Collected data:
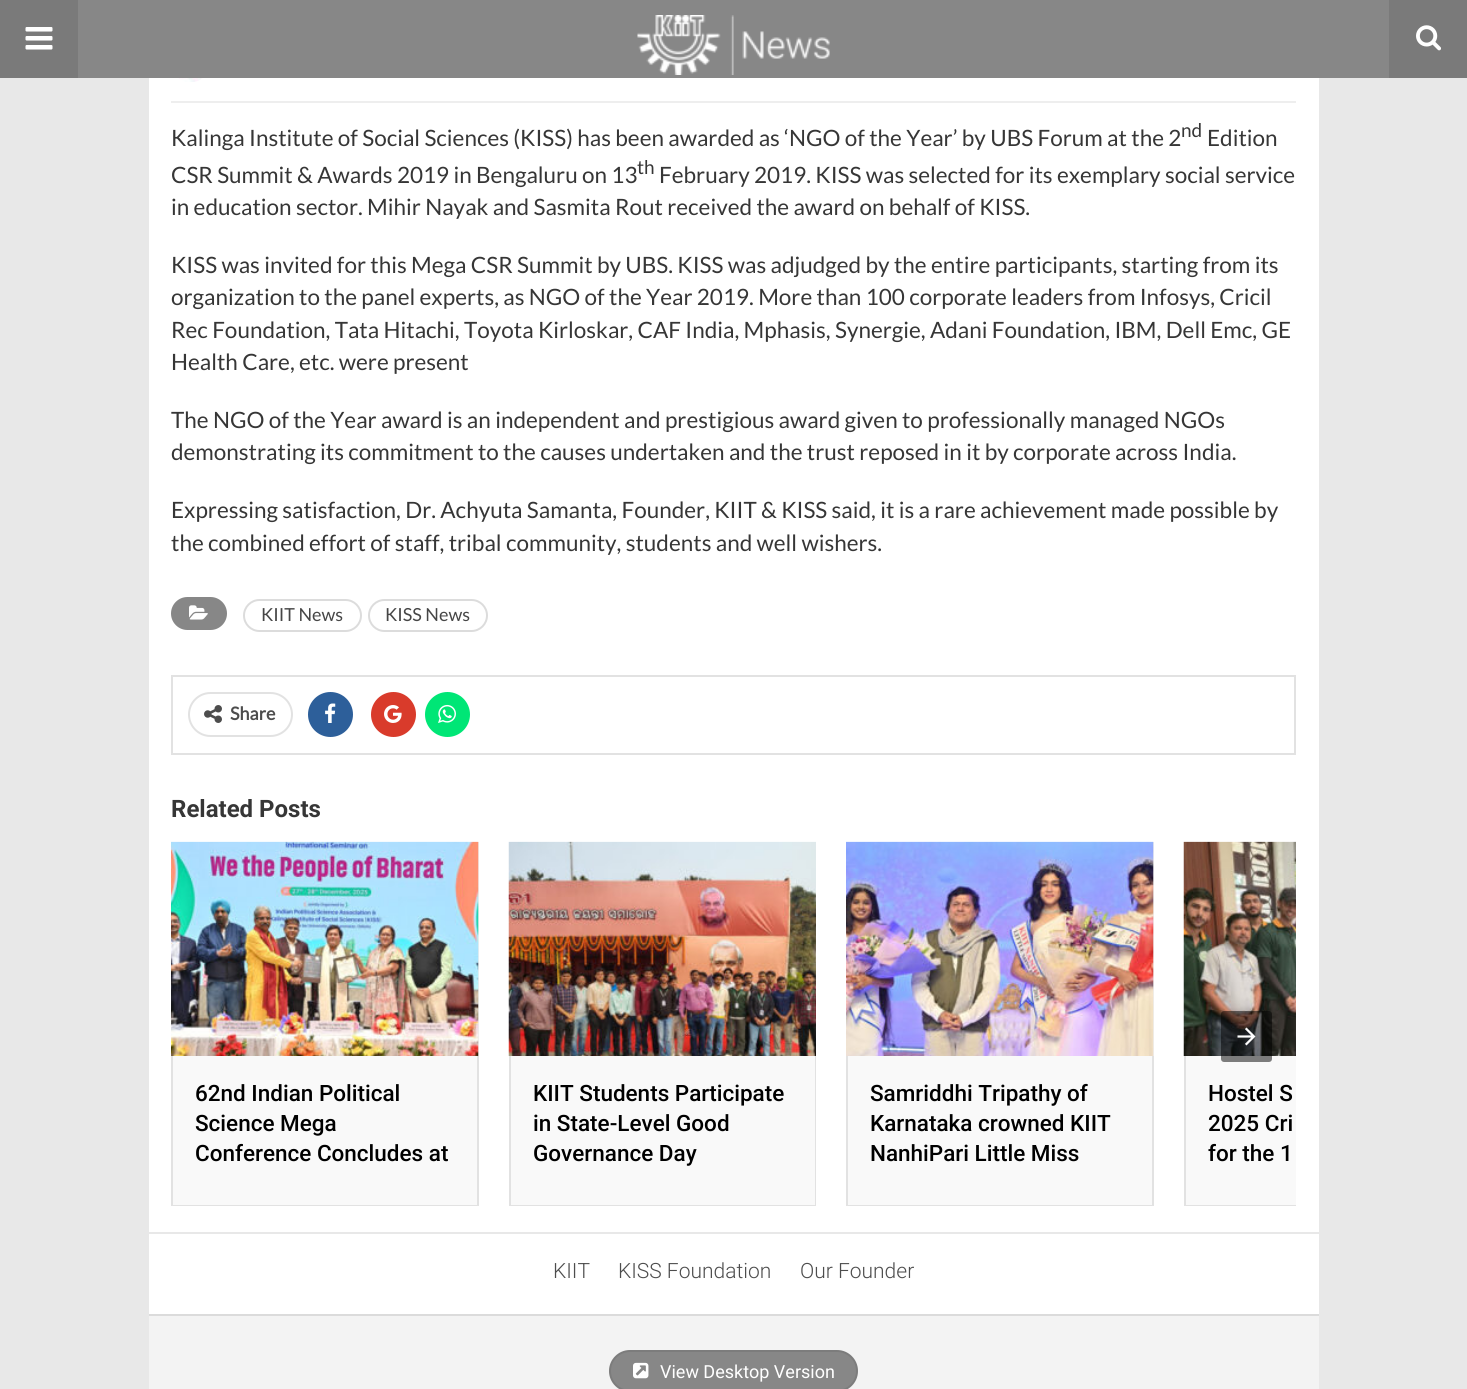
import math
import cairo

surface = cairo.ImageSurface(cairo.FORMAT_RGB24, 1467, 1389)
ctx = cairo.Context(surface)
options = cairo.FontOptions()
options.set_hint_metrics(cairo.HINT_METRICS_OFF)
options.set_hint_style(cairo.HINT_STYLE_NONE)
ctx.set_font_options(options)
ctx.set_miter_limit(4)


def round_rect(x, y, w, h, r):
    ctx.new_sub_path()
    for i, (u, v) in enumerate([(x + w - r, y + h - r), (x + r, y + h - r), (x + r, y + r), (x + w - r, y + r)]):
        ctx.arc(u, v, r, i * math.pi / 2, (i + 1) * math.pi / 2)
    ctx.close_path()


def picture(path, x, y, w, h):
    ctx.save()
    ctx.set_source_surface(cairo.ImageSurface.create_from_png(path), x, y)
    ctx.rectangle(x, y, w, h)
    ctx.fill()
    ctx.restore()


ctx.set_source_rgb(0.91, 0.91, 0.91)
ctx.paint()
ctx.set_source_rgb(1, 1, 1)
ctx.rectangle(149, 78, 1170, 1154)
ctx.fill()
ctx.set_source_rgb(0.529, 0.529, 0.529)
ctx.rectangle(78, 0, 1311, 78)
ctx.fill()
ctx.set_source_rgb(0.478, 0.478, 0.478)
ctx.rectangle(0, 0, 78, 78)
ctx.fill()
picture("img1.png", 25, 27, 28, 23)
picture("img2.png", 637, 15, 193, 60)
ctx.rectangle(1389, 0, 78, 78)
ctx.fill()
picture("img3.png", 1416, 25, 25, 26)
ctx.set_source_rgb(0.933, 0.933, 0.933)
ctx.rectangle(171, 101, 1125, 2)
ctx.fill()
picture("img4.png", 178, 78, 25, 4)
ctx.select_font_face("Lato")
ctx.set_font_size(22.5)
ctx.set_source_rgb(0.212, 0.212, 0.212)
ctx.move_to(171, 146)
ctx.show_text("Kalinga Institute of Social Sciences (KISS) has been awarded as ‘NGO of the Year’ by UBS Forum at the 2")
ctx.set_font_size(19)
ctx.move_to(1181, 137)
ctx.show_text("nd")
ctx.set_font_size(22.5)
ctx.move_to(1207, 146)
ctx.show_text("Edition")
ctx.move_to(171, 183)
ctx.show_text("CSR Summit & Awards 2019 in Bengaluru on 13")
ctx.set_font_size(19)
ctx.move_to(637, 174)
ctx.show_text("th")
ctx.set_font_size(22.5)
ctx.move_to(659, 183)
ctx.show_text("February 2019. KISS was selected for its exemplary social service")
ctx.move_to(171, 215)
ctx.show_text("in education sector. Mihir Nayak and Sasmita Rout received the award on behalf of KISS.")
ctx.move_to(171, 273)
ctx.show_text("KISS was invited for this Mega CSR Summit by UBS. KISS was adjudged by the entire participants, starting from its")
ctx.move_to(171, 305)
ctx.show_text("organization to the panel experts, as NGO of the Year 2019. More than 100 corporate leaders from Infosys, Cricil")
ctx.move_to(171, 338)
ctx.show_text("Rec Foundation, Tata Hitachi, Toyota Kirloskar, CAF India, Mphasis, Synergie, Adani Foundation, IBM, Dell Emc, GE")
ctx.move_to(171, 370)
ctx.show_text("Health Care, etc. were present")
ctx.move_to(171, 428)
ctx.show_text("The NGO of the Year award is an independent and prestigious award given to professionally managed NGOs")
ctx.move_to(171, 460)
ctx.show_text("demonstrating its commitment to the causes undertaken and the trust reposed in it by corporate across India.")
ctx.move_to(171, 518)
ctx.show_text("Expressing satisfaction, Dr. Achyuta Samanta, Founder, KIIT & KISS said, it is a rare achievement made possible by")
ctx.move_to(171, 551)
ctx.show_text("the combined effort of staff, tribal community, students and well wishers.")
ctx.set_source_rgb(0.529, 0.529, 0.529)
round_rect(171, 597, 56, 33, 16.5)
ctx.fill()
picture("img5.png", 189, 605, 19, 15)
round_rect(244, 600, 117, 31, 15.5)
ctx.set_source_rgb(0.863, 0.863, 0.863)
ctx.stroke()
ctx.set_font_size(18)
ctx.set_source_rgb(0.275, 0.275, 0.275)
ctx.move_to(261, 621)
ctx.show_text("KIIT News")
round_rect(369, 600, 118, 31, 15.5)
ctx.set_source_rgb(0.863, 0.863, 0.863)
ctx.stroke()
ctx.set_source_rgb(0.275, 0.275, 0.275)
ctx.move_to(385, 621)
ctx.show_text("KISS News")
ctx.rectangle(172, 676, 1123, 78)
ctx.set_source_rgb(0.886, 0.886, 0.886)
ctx.stroke()
round_rect(189, 693, 103, 43, 21.5)
ctx.stroke()
picture("img6.png", 204, 705, 18, 18)
ctx.select_font_face("Lato", cairo.FONT_SLANT_NORMAL, cairo.FONT_WEIGHT_BOLD)
ctx.set_source_rgb(0.302, 0.302, 0.302)
ctx.move_to(230, 720)
ctx.show_text("Share")
ctx.set_source_rgb(0.176, 0.373, 0.604)
ctx.new_path()
ctx.arc(330.5, 714.5, 22.5, 0, 2 * math.pi)
ctx.fill()
picture("img7.png", 325, 703, 11, 20)
ctx.set_source_rgb(0.851, 0.231, 0.169)
ctx.arc(393.5, 714.5, 22.5, 0, 2 * math.pi)
ctx.fill()
picture("img8.png", 384, 705, 18, 18)
ctx.set_source_rgb(0, 0.902, 0.463)
ctx.arc(447.5, 714.5, 22.5, 0, 2 * math.pi)
ctx.fill()
picture("img9.png", 438, 704, 18, 19)
ctx.select_font_face("Roboto", cairo.FONT_SLANT_NORMAL, cairo.FONT_WEIGHT_BOLD)
ctx.set_font_size(24)
ctx.set_source_rgb(0.212, 0.212, 0.212)
ctx.move_to(171, 817)
ctx.show_text("Related Posts")
picture("img14.png", 1183, 841, 113, 215)
ctx.set_source_rgb(0.973, 0.973, 0.973)
ctx.rectangle(1186, 1056, 110, 149)
ctx.fill()
ctx.set_source_rgba(0, 0, 0, 0.5)
round_rect(1221, 1011, 51, 51, 3)
ctx.fill()
picture("img10.png", 1237, 1027, 19, 19)
ctx.set_source_rgb(0.933, 0.933, 0.933)
ctx.rectangle(478, 842, 1, 214)
ctx.fill()
picture("img11.png", 171, 841, 308, 215)
ctx.set_source_rgb(0.973, 0.973, 0.973)
ctx.rectangle(173, 1056, 304, 149)
ctx.fill()
ctx.set_source_rgb(0.886, 0.886, 0.886)
ctx.rectangle(477, 1056, 2, 150)
ctx.fill()
ctx.rectangle(171, 1205, 308, 1)
ctx.fill()
ctx.rectangle(171, 1056, 2, 150)
ctx.fill()
ctx.select_font_face("Roboto Medium")
ctx.set_font_size(22.5)
ctx.set_source_rgb(0, 0, 0)
ctx.move_to(195, 1101)
ctx.show_text("62nd Indian Political")
ctx.move_to(195, 1131)
ctx.show_text("Science Mega")
ctx.move_to(195, 1161)
ctx.show_text("Conference Concludes at")
picture("img12.png", 508, 841, 308, 215)
ctx.set_source_rgb(0.973, 0.973, 0.973)
ctx.rectangle(511, 1056, 304, 149)
ctx.fill()
ctx.set_source_rgb(0.886, 0.886, 0.886)
ctx.rectangle(815, 1056, 1, 150)
ctx.fill()
ctx.rectangle(509, 1205, 307, 1)
ctx.fill()
ctx.rectangle(509, 1056, 2, 150)
ctx.fill()
ctx.set_source_rgb(0, 0, 0)
ctx.move_to(533, 1101)
ctx.show_text("KIIT Students Participate")
ctx.move_to(533, 1131)
ctx.show_text("in State-Level Good")
ctx.move_to(533, 1161)
ctx.show_text("Governance Day")
ctx.set_source_rgb(0.933, 0.933, 0.933)
ctx.rectangle(1153, 842, 1, 214)
ctx.fill()
picture("img13.png", 846, 841, 308, 215)
ctx.set_source_rgb(0.973, 0.973, 0.973)
ctx.rectangle(848, 1056, 304, 149)
ctx.fill()
ctx.set_source_rgb(0.886, 0.886, 0.886)
ctx.rectangle(1152, 1056, 2, 150)
ctx.fill()
ctx.rectangle(846, 1205, 308, 1)
ctx.fill()
ctx.rectangle(846, 1056, 2, 150)
ctx.fill()
ctx.set_source_rgb(0, 0, 0)
ctx.move_to(870, 1101)
ctx.show_text("Samriddhi Tripathy of")
ctx.move_to(870, 1131)
ctx.show_text("Karnataka crowned KIIT")
ctx.move_to(870, 1161)
ctx.show_text("NanhiPari Little Miss")
ctx.set_source_rgb(0.886, 0.886, 0.886)
ctx.rectangle(1184, 1205, 112, 1)
ctx.fill()
ctx.rectangle(1184, 1056, 2, 150)
ctx.fill()
ctx.set_source_rgb(0, 0, 0)
ctx.move_to(1208, 1101)
ctx.show_text("Hostel S")
ctx.move_to(1208, 1131)
ctx.show_text("2025 Cri")
ctx.move_to(1208, 1161)
ctx.show_text("for the 1")
ctx.set_source_rgb(0.953, 0.953, 0.953)
ctx.rectangle(149, 1316, 1170, 73)
ctx.fill()
ctx.set_source_rgb(1, 1, 1)
ctx.rectangle(149, 1234, 1170, 80)
ctx.fill()
ctx.select_font_face("Roboto Light")
ctx.set_font_size(21)
ctx.set_source_rgb(0.302, 0.302, 0.302)
ctx.move_to(553, 1278)
ctx.show_text("KIIT")
ctx.move_to(618, 1278)
ctx.show_text("KISS Foundation")
ctx.move_to(800, 1278)
ctx.show_text("Our Founder")
ctx.set_source_rgb(0.859, 0.859, 0.859)
ctx.rectangle(149, 1314, 1170, 2)
ctx.fill()
ctx.set_source_rgb(0.529, 0.529, 0.529)
round_rect(609, 1350, 249, 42, 21)
ctx.fill()
round_rect(610, 1351, 247, 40, 20)
ctx.set_source_rgba(0, 0, 0, 0.08)
ctx.stroke()
picture("img15.png", 633, 1362, 16, 17)
ctx.select_font_face("Roboto")
ctx.set_font_size(18)
ctx.set_source_rgb(1, 1, 1)
ctx.move_to(660, 1378)
ctx.show_text("View Desktop Version")
surface.write_to_png("page.png")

EXERCISE DESCRIPTION: All lines above between those holding "ctx.move_to(1181, 137)" and "ctx.move_to(659, 183)", inclusive, must be set down unchanged, and no other line may be included.

YOUR SOLUTION:
ctx.move_to(1181, 137)
ctx.show_text("nd")
ctx.set_font_size(22.5)
ctx.move_to(1207, 146)
ctx.show_text("Edition")
ctx.move_to(171, 183)
ctx.show_text("CSR Summit & Awards 2019 in Bengaluru on 13")
ctx.set_font_size(19)
ctx.move_to(637, 174)
ctx.show_text("th")
ctx.set_font_size(22.5)
ctx.move_to(659, 183)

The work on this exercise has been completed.